* TASK DIRECTIONS: Taking the lines below one at a time, count those with the string "road" and give the result alone.

(Collected data entries)
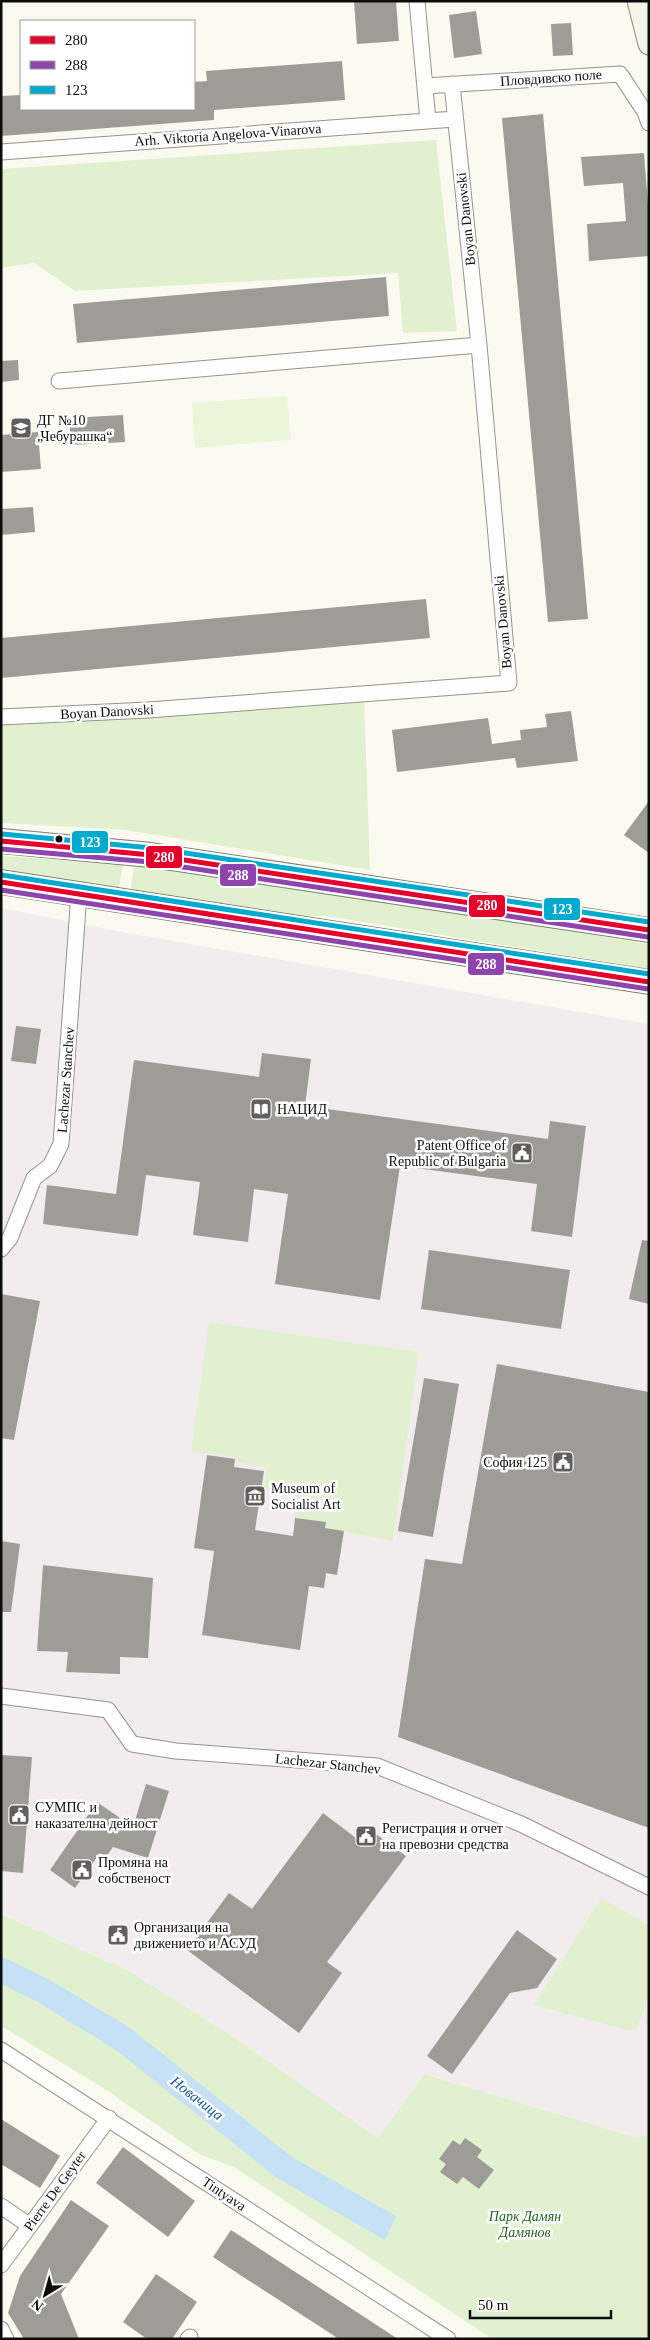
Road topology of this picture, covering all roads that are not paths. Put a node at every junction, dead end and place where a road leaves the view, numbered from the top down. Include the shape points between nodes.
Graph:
1 (417, 1) edge
2 (638, 1) edge
3 (649, 44) edge
4 (452, 84) junction
5 (425, 86) junction
6 (455, 119) junction
7 (428, 121) junction
8 (649, 123) edge
9 (1, 152) edge
10 (479, 345) junction
11 (60, 381) dead end
12 (1, 717) edge
13 (1, 841) edge
14 (1, 882) edge
15 (79, 893) junction
16 (649, 930) edge
17 (649, 982) edge
18 (1, 1249) edge
19 (1, 1696) edge
20 (649, 1887) edge
21 (1, 2050) edge
22 (109, 2118) junction
23 (1, 2206) edge
24 (30, 2226) junction
25 (1, 2265) edge
26 (1, 2329) edge
27 (6, 2339) edge
28 (448, 2339) edge

1 - 5 street
2 - 3 main road
4 - 5 street, Пловдивско поле
4 - 6 street, Boyan Danovski
4 - 8 street, Пловдивско поле via 620,74
5 - 7 street
6 - 7 street, Arh. Viktoria Angelova-Vinarova
6 - 10 street, Boyan Danovski
7 - 9 street, Arh. Viktoria Angelova-Vinarova
10 - 11 street
10 - 12 street, Boyan Danovski via 509,683 148,710
13 - 16 main road via 151,855
14 - 15 main road
15 - 17 main road
15 - 18 street, Lachezar Stanchev via 61,1144 50,1166 34,1178 10,1238
19 - 20 street, Lachezar Stanchev via 108,1710 132,1744 176,1751 377,1766 514,1821
21 - 22 street, Tintyava
22 - 24 street, Pierre De Geyter
22 - 28 street, Tintyava
23 - 24 street
24 - 25 street, Pierre De Geyter
26 - 27 street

* EXERCISE OUTPUT: 5